BU’s Zaman awarded grant for device designed to address problem

| From BU Today | By Rich Barlow

Muhammad Zaman is developing a device to detect fake and ineffective drugs, a mushrooming problem in developing nations especially. Photo by Cydney Scott.

Amid a gusher of counterfeit or useless antimalarial drugs, BU’s Muhammad Zaman is developing a pharmaceutical lie detector to determine a pill’s potency.

If successful, Zaman, an associate professor at the College of Engineering, would help address a lethal conundrum bedeviling the developing world: malaria kills an estimated one million people annually in tropical and subtropical regions, but one-third of the antimalarial drugs in a recent National Institutes of Health (NIH) review were found to be ineffective against the mosquito-borne illness.

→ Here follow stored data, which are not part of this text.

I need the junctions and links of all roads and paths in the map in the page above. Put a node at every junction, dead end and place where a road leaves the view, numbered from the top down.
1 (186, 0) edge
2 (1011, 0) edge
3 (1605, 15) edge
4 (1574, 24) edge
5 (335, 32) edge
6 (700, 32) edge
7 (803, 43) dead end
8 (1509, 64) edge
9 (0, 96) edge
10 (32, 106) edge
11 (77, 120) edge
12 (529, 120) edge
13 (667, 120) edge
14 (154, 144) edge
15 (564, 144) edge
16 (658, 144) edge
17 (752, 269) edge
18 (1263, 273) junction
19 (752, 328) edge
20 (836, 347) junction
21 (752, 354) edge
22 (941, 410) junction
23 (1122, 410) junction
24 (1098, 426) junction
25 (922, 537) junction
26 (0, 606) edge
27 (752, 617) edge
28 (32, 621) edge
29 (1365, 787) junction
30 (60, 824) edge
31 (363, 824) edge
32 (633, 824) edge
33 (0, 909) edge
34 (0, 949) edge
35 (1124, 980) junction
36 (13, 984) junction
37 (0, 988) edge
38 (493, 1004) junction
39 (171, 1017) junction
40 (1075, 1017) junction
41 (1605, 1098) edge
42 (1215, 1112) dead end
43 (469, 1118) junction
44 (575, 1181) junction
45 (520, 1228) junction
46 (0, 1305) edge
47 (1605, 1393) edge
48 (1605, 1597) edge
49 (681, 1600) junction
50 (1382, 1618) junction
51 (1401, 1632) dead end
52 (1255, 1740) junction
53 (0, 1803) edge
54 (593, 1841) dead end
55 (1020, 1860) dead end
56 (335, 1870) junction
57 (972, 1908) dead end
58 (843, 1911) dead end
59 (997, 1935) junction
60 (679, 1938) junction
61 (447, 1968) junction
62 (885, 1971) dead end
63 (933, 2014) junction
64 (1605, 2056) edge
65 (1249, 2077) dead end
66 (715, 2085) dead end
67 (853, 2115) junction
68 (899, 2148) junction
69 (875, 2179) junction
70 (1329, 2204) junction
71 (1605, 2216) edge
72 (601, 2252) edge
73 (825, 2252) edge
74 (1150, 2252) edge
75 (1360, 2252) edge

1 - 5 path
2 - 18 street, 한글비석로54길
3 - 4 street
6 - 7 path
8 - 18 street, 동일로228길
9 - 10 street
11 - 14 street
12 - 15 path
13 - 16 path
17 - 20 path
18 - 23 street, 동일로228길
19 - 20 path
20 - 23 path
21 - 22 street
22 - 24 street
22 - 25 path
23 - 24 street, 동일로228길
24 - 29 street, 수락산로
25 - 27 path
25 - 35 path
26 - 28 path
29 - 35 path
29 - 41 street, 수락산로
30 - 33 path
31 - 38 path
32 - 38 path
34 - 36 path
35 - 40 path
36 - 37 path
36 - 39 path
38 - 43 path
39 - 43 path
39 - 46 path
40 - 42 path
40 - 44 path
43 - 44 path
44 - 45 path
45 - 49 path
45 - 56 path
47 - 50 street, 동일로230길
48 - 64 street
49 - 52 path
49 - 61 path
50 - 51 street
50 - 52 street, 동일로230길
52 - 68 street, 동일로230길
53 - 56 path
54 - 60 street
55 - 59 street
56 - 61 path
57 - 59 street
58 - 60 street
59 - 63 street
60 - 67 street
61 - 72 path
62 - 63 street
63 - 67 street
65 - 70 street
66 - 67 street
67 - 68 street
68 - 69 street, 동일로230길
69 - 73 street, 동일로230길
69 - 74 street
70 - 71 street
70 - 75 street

A consortium of governments and the Bill & Melinda Gates Foundation is betting Zaman will score a breakthrough. The organization, Saving Lives at Birth, recently gave him a two-year, $250,000 grant for his “PharmaCheck” device, which would scan pills with fluorescence and imaging to measure such properties as their concentration. The NIH studied 27 tests of drugs bought in Asia and Africa over almost a dozen years, beginning in 1999, and determined that a paucity of active ingredients has rendered some antimalarial drugs ineffective. According to the NIH, fully one-third of the drugs failed for that reason or because they were counterfeit or expired.

“The device will be an easy-to-use, robust system” for weeding out phony and ineffective drugs, Zaman promises. Operating on a pump, tubing, and a microchip smaller than a credit card, the shoebox-sized PharmaCheck would weigh in at less than 10 pounds. There are currently methods for testing drugs’ effectiveness, Zaman says, but they’re inadequate, expensive, or require highly trained personnel and equipment.

He says that PharmaCheck, which he’s developing with help from the United States Pharmacopeial Convention, the Wallace H. Coulter Foundation and the US Agency for International Development, would be given to governments, nongovernmental organizations, drug companies, and perhaps hospitals. “The final number of the devices [to be deployed] and the cost are being determined as we speak, but it will be extremely affordable, where each test will cost only a few cents at most,” he says. The device will also test drugs for tuberculosis and other infectious diseases, he says.

PharmaCheck is another prong in Pakistan-born Zaman’s crusade to bring modern technology and medicines to poor nations. He and his students have worked on inventing an inexpensive, solar-powered symptoms meter to detect childhood pneumonia. In other work, his lab is trying to build a computer model of the metastasis of cancer cells.

One of the consortium partners, the USAID, is helping to select test sites for the initial batch of devices. PharmaCheck was one of more than 500 research projects competing for consortium grants and one of only 15 winners. Melinda Gates presided at the awards ceremony, says Zaman, who calls himself “humbled and honored” by the grant.